__Data for this task__.
------
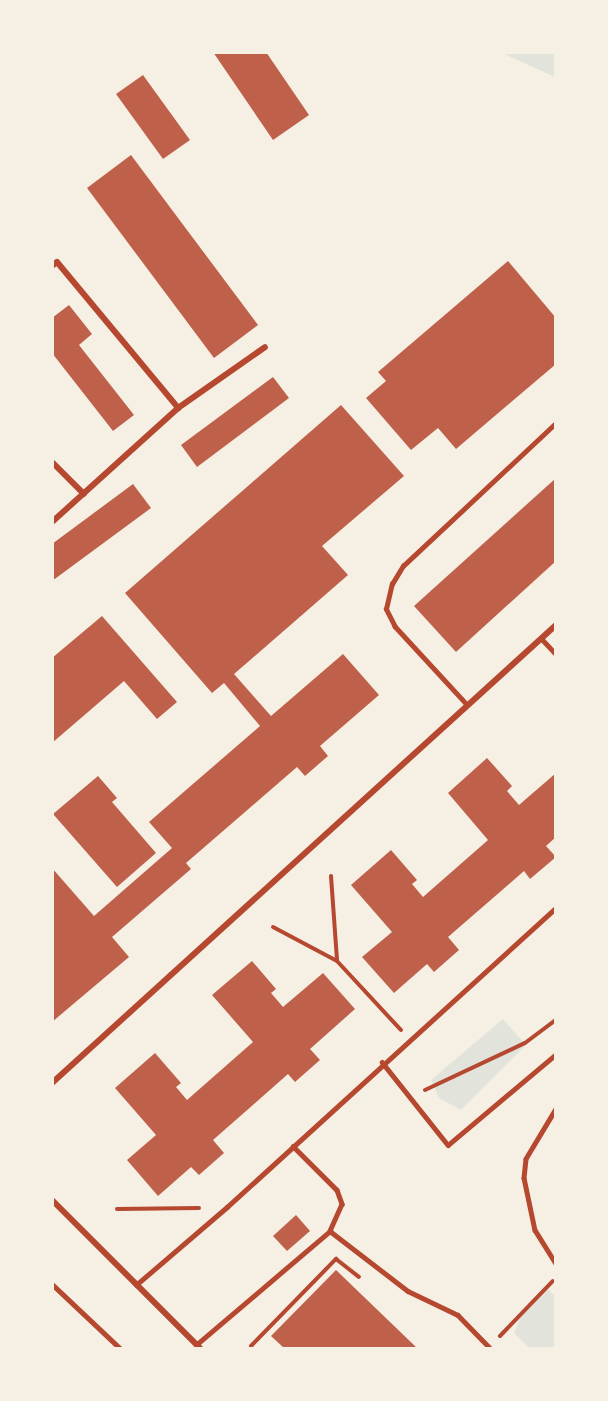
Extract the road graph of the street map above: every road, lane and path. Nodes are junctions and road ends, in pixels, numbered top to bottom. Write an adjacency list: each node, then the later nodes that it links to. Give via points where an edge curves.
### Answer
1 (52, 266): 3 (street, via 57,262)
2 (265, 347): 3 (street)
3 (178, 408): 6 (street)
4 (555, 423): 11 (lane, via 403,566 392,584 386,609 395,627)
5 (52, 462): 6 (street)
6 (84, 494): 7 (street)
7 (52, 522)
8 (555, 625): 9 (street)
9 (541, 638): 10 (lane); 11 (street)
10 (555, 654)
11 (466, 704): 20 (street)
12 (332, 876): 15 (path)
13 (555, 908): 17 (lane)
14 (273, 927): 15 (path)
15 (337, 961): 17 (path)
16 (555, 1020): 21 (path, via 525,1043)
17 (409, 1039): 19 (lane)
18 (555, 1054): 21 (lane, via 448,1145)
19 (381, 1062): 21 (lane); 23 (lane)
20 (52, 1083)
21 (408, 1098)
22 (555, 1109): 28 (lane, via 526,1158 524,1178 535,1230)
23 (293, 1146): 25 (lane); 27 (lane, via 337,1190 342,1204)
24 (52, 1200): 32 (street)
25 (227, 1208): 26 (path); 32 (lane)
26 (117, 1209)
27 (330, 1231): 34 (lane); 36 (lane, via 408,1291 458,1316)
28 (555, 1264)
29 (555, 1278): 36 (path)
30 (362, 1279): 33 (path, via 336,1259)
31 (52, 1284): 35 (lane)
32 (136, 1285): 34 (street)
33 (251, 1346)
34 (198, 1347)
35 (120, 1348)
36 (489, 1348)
------
Exact repetition of each line above is expected; images are to be omitted.

Extract the road graph of the street map above: every road, lane and path. Nodes are junctions and road ends, in pixels, numbered top to bottom. Write an adjacency list: each node, then the later nodes that it links to. Give via points where an edge curves.
### Answer
1 (52, 266): 3 (street, via 57,262)
2 (265, 347): 3 (street)
3 (178, 408): 6 (street)
4 (555, 423): 11 (lane, via 403,566 392,584 386,609 395,627)
5 (52, 462): 6 (street)
6 (84, 494): 7 (street)
7 (52, 522)
8 (555, 625): 9 (street)
9 (541, 638): 10 (lane); 11 (street)
10 (555, 654)
11 (466, 704): 20 (street)
12 (332, 876): 15 (path)
13 (555, 908): 17 (lane)
14 (273, 927): 15 (path)
15 (337, 961): 17 (path)
16 (555, 1020): 21 (path, via 525,1043)
17 (409, 1039): 19 (lane)
18 (555, 1054): 21 (lane, via 448,1145)
19 (381, 1062): 21 (lane); 23 (lane)
20 (52, 1083)
21 (408, 1098)
22 (555, 1109): 28 (lane, via 526,1158 524,1178 535,1230)
23 (293, 1146): 25 (lane); 27 (lane, via 337,1190 342,1204)
24 (52, 1200): 32 (street)
25 (227, 1208): 26 (path); 32 (lane)
26 (117, 1209)
27 (330, 1231): 34 (lane); 36 (lane, via 408,1291 458,1316)
28 (555, 1264)
29 (555, 1278): 36 (path)
30 (362, 1279): 33 (path, via 336,1259)
31 (52, 1284): 35 (lane)
32 (136, 1285): 34 (street)
33 (251, 1346)
34 (198, 1347)
35 (120, 1348)
36 (489, 1348)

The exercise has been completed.